Estreia esta sexta-feira, em Portugal e nos Estados Unidos da América, em simultâneo, a sexta temporada da série House of Cards. É a temporada final, constituída por oito episódios, e à frente temos Robin Wright no papel de Claire Underwood, agora presidente dos EUA. O retomar da série, depois de um ano de interrupção, levou também ao retomar das acusações feitas a Kevin Spacey. Robin Wright diz ter mantido uma relação profissional com o actor e que não conhecia o homem, apenas o artista incrível que ele era. Além da acusação de assédio feita por Anthony Roger, uma acusação face a um episódio com 30 anos de existência, Kevin Spacey tem sido, desde então, alvo de escrutínio e outras acusações foram surgindo. Sinal dos tempos.

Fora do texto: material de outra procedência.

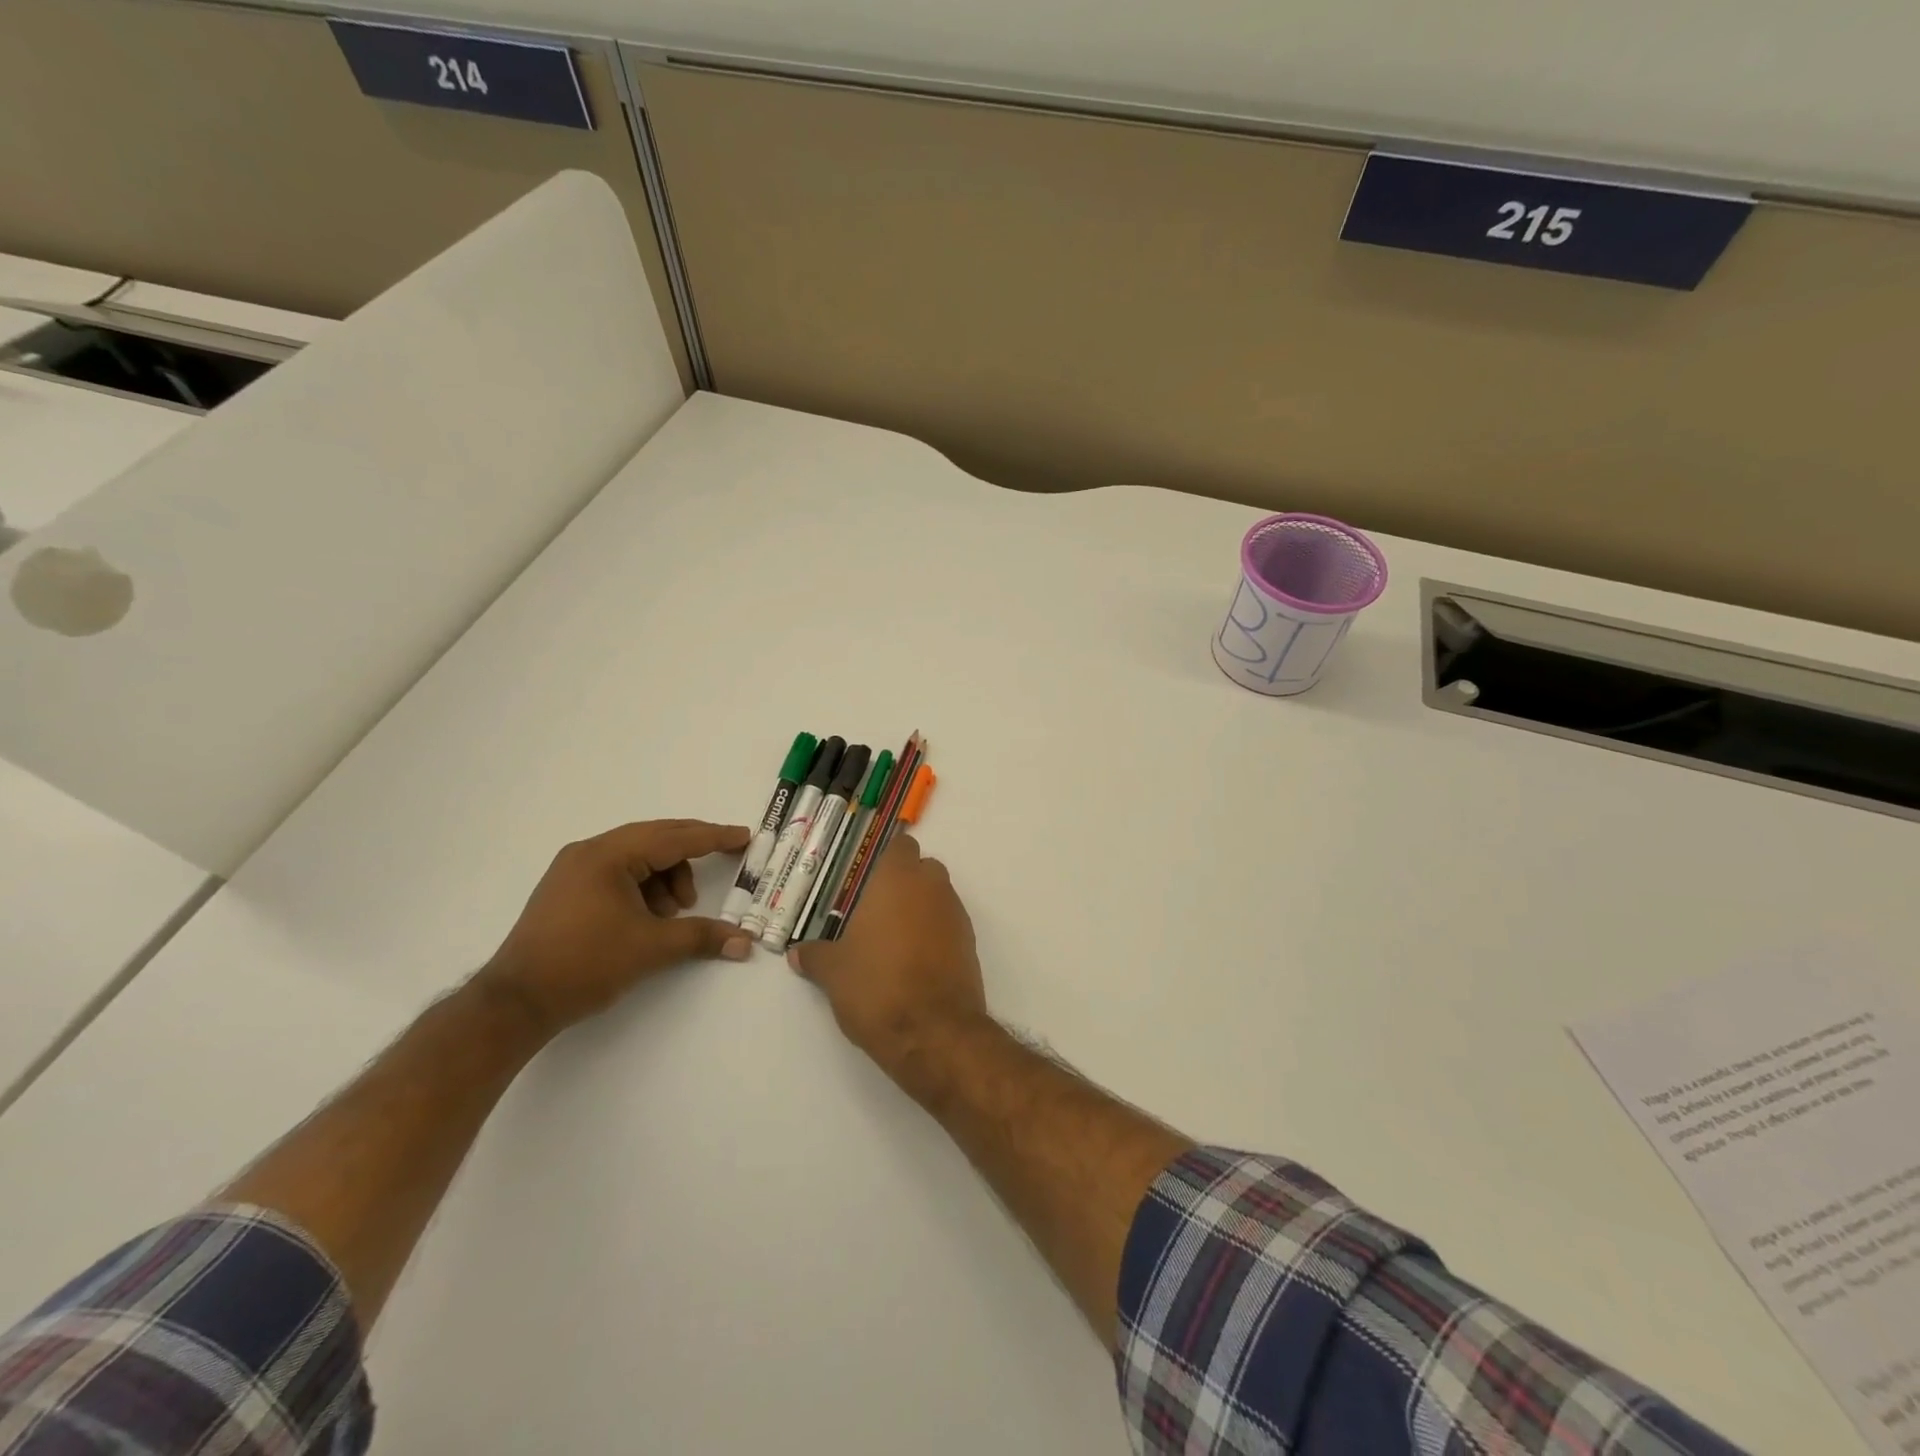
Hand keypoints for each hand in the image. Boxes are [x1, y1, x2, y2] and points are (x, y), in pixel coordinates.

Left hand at [481, 819, 752, 1035]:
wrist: (515, 1003)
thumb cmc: (585, 964)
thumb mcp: (651, 948)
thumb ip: (702, 936)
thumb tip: (745, 942)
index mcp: (608, 855)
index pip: (673, 838)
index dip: (713, 837)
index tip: (743, 836)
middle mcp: (589, 852)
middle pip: (655, 839)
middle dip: (692, 852)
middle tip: (726, 858)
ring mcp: (574, 869)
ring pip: (638, 857)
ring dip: (667, 877)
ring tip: (676, 912)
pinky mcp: (567, 889)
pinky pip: (619, 873)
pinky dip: (644, 887)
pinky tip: (651, 917)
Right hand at [788, 834, 989, 1084]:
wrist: (933, 1032)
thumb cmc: (877, 986)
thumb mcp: (833, 972)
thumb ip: (815, 955)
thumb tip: (797, 953)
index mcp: (898, 879)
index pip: (900, 846)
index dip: (883, 859)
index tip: (863, 880)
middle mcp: (932, 887)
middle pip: (922, 868)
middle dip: (903, 883)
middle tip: (873, 911)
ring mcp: (956, 915)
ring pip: (938, 896)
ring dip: (920, 908)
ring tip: (890, 940)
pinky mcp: (970, 944)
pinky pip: (949, 925)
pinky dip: (934, 933)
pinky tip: (912, 961)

Mas esta não é mais uma crónica sobre o assédio e a discriminação, embora a tentação possa ser grande. Ser-me-á permitido um ligeiro desvio? O jornal The Guardian publicou esta semana um artigo que garante que para as mulheres ganharem o mesmo que os homens, o mundo terá de rodar muitíssimas vezes e, mesmo assim, a perspectiva de demora é de mais de 200 anos. Não será, por isso, no meu tempo, no tempo dos meus filhos, dos meus netos, dos meus bisnetos e por aí adiante. Robin Wright, a magnífica actriz que contracenava com Kevin Spacey em The House of Cards, não era remunerada de forma igual e, além de ter tornado o facto público, lutou pela paridade salarial. Fim de desvio.

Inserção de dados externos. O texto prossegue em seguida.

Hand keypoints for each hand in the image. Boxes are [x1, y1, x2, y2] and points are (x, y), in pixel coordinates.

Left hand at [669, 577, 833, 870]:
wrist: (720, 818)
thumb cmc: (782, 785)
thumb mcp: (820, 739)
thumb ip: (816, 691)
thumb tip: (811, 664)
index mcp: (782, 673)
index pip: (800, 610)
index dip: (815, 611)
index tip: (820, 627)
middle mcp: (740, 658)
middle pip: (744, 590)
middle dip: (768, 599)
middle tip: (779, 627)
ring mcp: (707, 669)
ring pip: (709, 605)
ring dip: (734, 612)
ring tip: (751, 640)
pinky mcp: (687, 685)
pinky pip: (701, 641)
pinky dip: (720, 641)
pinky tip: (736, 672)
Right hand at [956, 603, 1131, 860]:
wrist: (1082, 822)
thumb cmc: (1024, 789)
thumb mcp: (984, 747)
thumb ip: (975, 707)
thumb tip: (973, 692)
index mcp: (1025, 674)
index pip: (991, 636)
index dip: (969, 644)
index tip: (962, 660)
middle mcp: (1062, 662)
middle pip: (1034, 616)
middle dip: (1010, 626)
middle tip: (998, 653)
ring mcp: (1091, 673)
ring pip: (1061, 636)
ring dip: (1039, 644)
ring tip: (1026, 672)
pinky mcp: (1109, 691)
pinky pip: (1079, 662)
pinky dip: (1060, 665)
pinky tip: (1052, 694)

The House of Cards é ficção, já se sabe, contudo mostrou ao mundo uma perspectiva maléfica e esquematizada de poder que, no mundo real, parece estar a tomar proporções extraordinárias, escrevo extraordinárias no sentido de fora do “normal”. Não é apenas o que assistimos na Europa com a extrema-direita a retomar assentos onde os já tinha perdido, ou o 45º presidente dos Estados Unidos da América a vociferar disparates. É o Brasil que elegeu democraticamente alguém cujo discurso é perigoso. Mete medo. Se o poder se exercer com fundamentalismo e na crença de que se é “escolhido”, mesmo não sendo o mais classificado, o abuso sobre as pessoas e instituições é uma inevitabilidade. Algo que na série norte-americana está espelhado de forma brilhante. Não consigo já entender a ficção como apenas isso, o exercício da imaginação. Revejo as temporadas anteriores de The House of Cards e acho que tudo aquilo é possível: manipulação, deturpação, mentira, corrupção, assassinato. A verdade é que, como Dorothy no Feiticeiro de Oz, já não estamos no Kansas e o irreal tornou-se negro, negro como todos os retrocessos civilizacionais são negros. Onde estaremos daqui a dez anos? Talvez a seguir a The House of Cards surja outra série que nos mostra a vida real e a cores.